__Task directions__. What you return must match the records exactly, with every line included.

__Dataset extract__.

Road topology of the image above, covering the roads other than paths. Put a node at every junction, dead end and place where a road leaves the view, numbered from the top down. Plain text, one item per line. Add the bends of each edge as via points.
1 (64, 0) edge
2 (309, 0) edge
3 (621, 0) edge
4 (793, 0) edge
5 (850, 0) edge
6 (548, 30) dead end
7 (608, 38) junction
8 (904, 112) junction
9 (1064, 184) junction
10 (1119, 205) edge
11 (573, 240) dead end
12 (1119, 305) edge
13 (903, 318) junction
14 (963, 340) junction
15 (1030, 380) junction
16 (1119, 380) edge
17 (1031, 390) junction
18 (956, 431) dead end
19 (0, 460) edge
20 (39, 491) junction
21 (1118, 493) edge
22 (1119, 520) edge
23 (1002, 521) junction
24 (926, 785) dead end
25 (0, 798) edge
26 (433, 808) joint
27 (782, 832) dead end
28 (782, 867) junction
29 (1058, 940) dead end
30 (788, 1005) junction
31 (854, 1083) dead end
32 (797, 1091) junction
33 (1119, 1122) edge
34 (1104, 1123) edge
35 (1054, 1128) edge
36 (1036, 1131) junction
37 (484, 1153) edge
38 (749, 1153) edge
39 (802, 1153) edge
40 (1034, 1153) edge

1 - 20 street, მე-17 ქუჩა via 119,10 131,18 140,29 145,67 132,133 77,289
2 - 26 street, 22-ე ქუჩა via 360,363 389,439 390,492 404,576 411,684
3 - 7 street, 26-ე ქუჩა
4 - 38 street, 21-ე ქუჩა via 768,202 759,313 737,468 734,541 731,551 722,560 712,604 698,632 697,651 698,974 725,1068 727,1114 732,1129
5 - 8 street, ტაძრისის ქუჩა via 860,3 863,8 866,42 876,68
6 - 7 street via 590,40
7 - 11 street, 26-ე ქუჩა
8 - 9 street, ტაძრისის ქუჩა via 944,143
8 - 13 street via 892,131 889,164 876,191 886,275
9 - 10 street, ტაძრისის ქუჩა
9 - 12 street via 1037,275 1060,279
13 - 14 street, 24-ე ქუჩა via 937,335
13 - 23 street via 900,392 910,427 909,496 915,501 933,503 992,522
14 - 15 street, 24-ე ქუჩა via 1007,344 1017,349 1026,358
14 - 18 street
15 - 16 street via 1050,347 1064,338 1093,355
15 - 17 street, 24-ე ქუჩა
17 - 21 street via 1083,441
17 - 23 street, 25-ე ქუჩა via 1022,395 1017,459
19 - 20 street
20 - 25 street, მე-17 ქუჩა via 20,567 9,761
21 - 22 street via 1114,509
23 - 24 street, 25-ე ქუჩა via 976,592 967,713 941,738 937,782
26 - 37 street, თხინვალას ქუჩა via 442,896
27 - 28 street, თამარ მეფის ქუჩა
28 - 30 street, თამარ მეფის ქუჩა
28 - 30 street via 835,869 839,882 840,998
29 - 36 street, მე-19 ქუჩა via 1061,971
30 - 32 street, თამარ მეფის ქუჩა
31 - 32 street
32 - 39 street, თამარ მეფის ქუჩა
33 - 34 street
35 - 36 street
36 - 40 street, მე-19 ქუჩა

__Reply to the task__.
Road topology of the image above, covering the roads other than paths. Put a node at every junction, dead end and place where a road leaves the view, numbered from the top down. Plain text, one item per line. Add the bends of each edge as via points.
1 (64, 0) edge
2 (309, 0) edge
3 (621, 0) edge
4 (793, 0) edge
5 (850, 0) edge
6 (548, 30) dead end
7 (608, 38) junction
8 (904, 112) junction
9 (1064, 184) junction
10 (1119, 205) edge
11 (573, 240) dead end
12 (1119, 305) edge
13 (903, 318) junction
14 (963, 340) junction
15 (1030, 380) junction
16 (1119, 380) edge
17 (1031, 390) junction
18 (956, 431) dead end
19 (0, 460) edge
20 (39, 491) junction
21 (1118, 493) edge
22 (1119, 520) edge
23 (1002, 521) junction
24 (926, 785) dead end
25 (0, 798) edge
26 (433, 808) joint
27 (782, 832) dead end
28 (782, 867) junction
29 (1058, 940) dead end
30 (788, 1005) junction
31 (854, 1083) dead end
32 (797, 1091) junction
33 (1119, 1122) edge
34 (1104, 1123) edge
35 (1054, 1128) edge
36 (1036, 1131) junction
37 (484, 1153) edge
38 (749, 1153) edge
39 (802, 1153) edge
40 (1034, 1153) edge

1 - 20 street, მე-17 ქუჩა via 119,10 131,18 140,29 145,67 132,133 77,289
2 - 26 street, 22-ე ქუჩა via 360,363 389,439 390,492 404,576 411,684
3 - 7 street, 26-ე ქუჩა
4 - 38 street, 21-ე ქუჩა via 768,202 759,313 737,468 734,541 731,551 722,560 712,604 698,632 697,651 698,974 725,1068 727,1114 732,1129
5 - 8 street, ტაძრისის ქუჩა via 860,3 863,8 866,42 876,68
6 - 7 street via 590,40
7 - 11 street, 26-ე ქუჩა
8 - 9 street, ტაძრისის ქუჩა via 944,143
8 - 13 street via 892,131 889,164 876,191 886,275
9 - 10 street, ტაძრისის ქუჩა
9 - 12 street via 1037,275 1060,279
13 - 14 street, 24-ე ქუჩა via 937,335
13 - 23 street via 900,392 910,427 909,496 915,501 933,503 992,522
14 - 15 street, 24-ე ქუჩა via 1007,344 1017,349 1026,358
14 - 18 street
15 - 16 street via 1050,347 1064,338 1093,355
15 - 17 street, 24-ე ქუჩა
17 - 21 street via 1083,441
17 - 23 street, 25-ე ქუჩა via 1022,395 1017,459
19 - 20 street
20 - 25 street, მე-17 ქუჩა via 20,567 9,761
21 - 22 street via 1114,509
23 - 24 street, 25-ე ქუჩა via 976,592 967,713 941,738 937,782
26 - 37 street, თხინვალას ქუჩა via 442,896
27 - 28 street, თამარ მეფის ქუჩა
28 - 30 street, თამარ მეფის ქუჩა
28 - 30 street via 835,869 839,882 840,998
29 - 36 street, მე-19 ქუჩა via 1061,971
30 - 32 street, თამარ მეფის ქუჩა
31 - 32 street
32 - 39 street, თამარ მეფის ქუჩა
33 - 34 street
35 - 36 street
36 - 40 street, მე-19 ქუჩა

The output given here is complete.